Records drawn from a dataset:

------------------------------------------------

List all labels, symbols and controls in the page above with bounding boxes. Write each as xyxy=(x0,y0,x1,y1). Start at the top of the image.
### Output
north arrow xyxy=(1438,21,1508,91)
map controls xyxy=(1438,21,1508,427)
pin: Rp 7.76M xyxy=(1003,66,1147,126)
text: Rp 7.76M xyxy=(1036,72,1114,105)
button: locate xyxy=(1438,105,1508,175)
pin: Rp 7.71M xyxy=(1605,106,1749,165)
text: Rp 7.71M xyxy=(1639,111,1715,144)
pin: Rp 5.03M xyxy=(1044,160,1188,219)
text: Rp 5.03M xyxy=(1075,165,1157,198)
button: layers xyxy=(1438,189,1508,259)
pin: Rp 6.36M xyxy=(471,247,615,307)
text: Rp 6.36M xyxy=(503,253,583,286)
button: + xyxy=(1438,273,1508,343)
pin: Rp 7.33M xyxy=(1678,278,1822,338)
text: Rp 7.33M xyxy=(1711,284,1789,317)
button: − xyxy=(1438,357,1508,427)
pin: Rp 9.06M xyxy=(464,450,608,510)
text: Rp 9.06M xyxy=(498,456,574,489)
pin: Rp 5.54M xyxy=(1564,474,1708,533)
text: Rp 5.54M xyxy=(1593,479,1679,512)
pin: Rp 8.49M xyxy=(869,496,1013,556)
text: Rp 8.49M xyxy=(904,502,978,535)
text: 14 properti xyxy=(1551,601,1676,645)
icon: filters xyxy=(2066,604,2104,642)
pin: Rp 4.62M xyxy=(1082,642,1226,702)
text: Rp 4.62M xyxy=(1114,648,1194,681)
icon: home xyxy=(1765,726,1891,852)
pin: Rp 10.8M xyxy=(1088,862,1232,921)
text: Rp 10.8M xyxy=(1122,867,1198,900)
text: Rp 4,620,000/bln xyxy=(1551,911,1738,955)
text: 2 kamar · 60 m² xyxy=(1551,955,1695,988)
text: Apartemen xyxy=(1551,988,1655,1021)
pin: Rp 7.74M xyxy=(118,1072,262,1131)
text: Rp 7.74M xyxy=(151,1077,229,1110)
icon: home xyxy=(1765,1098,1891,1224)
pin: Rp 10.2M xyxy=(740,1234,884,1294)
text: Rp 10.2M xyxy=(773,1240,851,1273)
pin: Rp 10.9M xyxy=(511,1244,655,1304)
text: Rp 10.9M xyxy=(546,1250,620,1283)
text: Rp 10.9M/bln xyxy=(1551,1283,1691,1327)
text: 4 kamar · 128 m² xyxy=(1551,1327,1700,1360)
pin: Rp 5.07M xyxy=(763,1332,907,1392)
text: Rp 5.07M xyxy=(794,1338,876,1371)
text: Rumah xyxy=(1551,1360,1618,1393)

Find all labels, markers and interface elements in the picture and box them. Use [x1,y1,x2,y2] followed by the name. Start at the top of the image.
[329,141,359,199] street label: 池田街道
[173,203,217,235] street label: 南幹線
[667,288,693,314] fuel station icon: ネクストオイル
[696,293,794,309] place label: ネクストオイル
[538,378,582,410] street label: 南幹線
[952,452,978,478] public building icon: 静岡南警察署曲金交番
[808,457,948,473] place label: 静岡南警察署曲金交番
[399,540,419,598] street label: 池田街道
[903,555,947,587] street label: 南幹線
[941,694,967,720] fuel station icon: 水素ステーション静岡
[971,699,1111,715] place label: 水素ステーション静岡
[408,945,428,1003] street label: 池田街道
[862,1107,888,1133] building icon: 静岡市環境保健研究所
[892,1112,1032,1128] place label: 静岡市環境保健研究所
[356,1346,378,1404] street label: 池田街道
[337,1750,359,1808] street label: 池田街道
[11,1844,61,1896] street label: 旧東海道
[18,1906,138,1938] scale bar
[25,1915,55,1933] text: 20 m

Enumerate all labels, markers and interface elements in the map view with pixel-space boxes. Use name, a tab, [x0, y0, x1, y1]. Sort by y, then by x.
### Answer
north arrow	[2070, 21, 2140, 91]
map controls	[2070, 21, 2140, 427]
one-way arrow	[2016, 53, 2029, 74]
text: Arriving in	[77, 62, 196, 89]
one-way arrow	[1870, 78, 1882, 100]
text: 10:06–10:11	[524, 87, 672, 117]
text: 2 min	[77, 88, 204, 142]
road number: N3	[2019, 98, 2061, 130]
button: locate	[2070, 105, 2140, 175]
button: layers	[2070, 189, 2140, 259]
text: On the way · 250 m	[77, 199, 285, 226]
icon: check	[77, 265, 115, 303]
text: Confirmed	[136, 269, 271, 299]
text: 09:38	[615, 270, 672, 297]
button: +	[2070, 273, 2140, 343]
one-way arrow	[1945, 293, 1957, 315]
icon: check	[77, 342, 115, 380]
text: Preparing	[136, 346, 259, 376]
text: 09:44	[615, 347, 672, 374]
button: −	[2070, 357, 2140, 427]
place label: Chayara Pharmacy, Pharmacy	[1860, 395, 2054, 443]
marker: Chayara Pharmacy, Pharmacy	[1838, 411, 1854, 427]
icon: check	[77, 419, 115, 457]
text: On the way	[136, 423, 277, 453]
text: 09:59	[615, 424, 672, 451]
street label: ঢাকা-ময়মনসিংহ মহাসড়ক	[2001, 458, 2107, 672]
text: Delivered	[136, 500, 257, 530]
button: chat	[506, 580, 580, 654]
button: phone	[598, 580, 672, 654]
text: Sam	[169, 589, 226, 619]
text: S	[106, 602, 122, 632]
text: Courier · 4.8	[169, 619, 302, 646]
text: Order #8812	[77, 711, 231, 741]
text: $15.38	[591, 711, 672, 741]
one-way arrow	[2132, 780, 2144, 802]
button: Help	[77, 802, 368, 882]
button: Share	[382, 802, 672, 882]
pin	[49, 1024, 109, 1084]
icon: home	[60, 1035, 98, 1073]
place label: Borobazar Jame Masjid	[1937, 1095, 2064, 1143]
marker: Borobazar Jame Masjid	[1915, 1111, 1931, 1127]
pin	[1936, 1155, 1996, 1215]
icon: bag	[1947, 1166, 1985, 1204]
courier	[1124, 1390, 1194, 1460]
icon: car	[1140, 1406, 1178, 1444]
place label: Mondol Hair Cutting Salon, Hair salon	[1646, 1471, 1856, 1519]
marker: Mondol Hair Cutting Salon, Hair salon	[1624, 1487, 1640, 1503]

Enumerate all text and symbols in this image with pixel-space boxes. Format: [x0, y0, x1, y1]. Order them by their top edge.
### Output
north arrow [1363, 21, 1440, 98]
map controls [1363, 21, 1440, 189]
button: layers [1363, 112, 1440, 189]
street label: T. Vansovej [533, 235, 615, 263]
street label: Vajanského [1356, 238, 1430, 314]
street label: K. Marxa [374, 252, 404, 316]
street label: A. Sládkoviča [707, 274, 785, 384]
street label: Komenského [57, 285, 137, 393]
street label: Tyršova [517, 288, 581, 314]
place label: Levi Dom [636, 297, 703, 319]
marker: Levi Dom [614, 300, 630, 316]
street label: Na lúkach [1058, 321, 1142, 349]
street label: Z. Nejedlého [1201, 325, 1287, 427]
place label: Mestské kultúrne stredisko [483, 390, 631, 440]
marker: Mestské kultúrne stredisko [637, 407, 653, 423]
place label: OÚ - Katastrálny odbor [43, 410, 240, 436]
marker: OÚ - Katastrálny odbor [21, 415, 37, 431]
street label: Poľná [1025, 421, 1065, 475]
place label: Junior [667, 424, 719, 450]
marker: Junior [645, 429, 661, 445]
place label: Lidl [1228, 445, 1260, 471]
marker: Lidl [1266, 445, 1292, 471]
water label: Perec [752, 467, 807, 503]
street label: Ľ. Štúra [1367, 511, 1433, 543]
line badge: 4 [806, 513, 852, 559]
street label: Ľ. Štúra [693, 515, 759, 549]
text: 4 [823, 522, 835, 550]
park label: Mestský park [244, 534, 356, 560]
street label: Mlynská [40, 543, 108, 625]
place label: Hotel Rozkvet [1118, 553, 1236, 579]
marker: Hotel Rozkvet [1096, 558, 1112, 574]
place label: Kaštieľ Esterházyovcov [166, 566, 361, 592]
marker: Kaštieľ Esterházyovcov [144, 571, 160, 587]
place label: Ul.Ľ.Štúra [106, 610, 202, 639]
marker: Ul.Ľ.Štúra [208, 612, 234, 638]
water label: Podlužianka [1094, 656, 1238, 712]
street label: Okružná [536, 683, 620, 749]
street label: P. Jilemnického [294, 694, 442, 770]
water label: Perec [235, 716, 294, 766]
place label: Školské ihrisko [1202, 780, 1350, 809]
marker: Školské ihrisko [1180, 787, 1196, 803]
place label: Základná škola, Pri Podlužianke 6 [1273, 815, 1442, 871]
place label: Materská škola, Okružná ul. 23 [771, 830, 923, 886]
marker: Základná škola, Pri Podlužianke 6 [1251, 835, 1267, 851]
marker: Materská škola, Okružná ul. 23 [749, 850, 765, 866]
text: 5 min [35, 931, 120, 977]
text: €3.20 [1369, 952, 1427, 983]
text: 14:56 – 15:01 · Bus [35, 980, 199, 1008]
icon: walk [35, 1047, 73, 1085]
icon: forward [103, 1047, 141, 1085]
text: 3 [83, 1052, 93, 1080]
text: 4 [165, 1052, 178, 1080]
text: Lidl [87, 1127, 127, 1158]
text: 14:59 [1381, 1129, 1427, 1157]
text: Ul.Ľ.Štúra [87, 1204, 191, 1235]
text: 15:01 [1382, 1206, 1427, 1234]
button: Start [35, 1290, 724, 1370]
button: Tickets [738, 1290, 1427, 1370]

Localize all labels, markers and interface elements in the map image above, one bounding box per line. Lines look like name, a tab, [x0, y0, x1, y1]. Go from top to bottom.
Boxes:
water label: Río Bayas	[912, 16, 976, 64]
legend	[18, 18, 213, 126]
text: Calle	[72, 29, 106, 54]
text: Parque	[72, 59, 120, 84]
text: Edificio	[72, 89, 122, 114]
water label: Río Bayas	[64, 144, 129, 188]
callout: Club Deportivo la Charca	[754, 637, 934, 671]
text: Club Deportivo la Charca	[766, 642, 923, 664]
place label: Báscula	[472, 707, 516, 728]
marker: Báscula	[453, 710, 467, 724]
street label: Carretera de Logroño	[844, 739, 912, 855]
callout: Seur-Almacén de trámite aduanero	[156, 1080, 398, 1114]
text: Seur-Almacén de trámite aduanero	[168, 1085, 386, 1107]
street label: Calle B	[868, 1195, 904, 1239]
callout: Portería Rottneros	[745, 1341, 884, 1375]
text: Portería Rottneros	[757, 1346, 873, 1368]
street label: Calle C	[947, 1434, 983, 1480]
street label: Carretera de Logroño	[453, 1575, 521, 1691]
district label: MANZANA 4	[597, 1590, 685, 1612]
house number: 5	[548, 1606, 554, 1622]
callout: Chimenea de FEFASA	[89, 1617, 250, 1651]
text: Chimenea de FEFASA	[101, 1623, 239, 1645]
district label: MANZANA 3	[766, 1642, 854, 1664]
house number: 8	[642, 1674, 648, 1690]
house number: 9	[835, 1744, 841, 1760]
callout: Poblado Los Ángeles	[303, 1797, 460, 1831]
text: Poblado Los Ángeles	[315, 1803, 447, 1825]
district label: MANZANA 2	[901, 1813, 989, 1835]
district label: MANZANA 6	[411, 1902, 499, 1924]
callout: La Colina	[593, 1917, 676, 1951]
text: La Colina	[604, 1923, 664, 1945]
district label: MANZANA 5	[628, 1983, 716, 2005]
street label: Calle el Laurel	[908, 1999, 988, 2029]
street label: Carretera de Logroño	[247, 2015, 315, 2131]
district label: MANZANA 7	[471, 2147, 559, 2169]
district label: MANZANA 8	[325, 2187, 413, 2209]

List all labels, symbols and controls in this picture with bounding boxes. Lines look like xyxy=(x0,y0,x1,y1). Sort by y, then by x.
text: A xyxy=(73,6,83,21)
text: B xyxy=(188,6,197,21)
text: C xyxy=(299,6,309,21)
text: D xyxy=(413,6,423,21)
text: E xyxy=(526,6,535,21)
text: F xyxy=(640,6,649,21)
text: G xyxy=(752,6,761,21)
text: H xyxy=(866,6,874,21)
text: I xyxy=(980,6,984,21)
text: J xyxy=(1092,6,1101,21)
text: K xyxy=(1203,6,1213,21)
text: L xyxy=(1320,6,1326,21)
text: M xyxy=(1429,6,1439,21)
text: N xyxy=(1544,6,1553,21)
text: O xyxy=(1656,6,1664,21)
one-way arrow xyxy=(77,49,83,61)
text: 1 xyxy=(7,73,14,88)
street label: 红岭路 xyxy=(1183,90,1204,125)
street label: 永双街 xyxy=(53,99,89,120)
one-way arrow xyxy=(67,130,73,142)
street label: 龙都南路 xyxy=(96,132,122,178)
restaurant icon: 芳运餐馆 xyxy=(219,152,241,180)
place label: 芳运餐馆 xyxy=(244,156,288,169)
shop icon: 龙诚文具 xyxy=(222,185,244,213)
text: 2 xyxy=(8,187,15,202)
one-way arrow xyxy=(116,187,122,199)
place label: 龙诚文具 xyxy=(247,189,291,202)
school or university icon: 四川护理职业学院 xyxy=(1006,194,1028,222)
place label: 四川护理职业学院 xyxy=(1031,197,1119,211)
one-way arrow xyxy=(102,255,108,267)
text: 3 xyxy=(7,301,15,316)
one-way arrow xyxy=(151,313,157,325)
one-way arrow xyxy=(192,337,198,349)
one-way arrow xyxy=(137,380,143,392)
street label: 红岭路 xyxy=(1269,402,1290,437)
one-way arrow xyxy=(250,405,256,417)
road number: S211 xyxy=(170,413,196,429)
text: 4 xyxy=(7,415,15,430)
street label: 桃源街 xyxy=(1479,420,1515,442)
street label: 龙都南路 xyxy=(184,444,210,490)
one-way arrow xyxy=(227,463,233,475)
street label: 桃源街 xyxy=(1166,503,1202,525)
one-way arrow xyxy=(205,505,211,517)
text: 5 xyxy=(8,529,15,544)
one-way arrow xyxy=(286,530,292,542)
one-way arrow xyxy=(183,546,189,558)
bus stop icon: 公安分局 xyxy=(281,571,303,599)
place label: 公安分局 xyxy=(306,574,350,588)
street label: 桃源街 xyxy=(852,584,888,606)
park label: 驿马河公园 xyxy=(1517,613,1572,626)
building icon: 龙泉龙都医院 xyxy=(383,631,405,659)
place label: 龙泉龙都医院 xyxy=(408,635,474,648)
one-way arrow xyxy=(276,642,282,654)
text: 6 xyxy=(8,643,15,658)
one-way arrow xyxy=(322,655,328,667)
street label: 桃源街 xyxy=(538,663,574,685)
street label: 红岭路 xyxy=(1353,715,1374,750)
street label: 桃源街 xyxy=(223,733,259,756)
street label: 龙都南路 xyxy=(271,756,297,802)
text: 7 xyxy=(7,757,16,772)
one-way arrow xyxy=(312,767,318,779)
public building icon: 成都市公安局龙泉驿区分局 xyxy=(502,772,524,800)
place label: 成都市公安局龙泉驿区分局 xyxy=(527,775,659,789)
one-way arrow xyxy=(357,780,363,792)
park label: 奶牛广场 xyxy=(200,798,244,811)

------------------------------------------------

Activity: How many lines in the entries above hold the string "Deportivo"? Answer with the number and nothing more.

Answer section: 2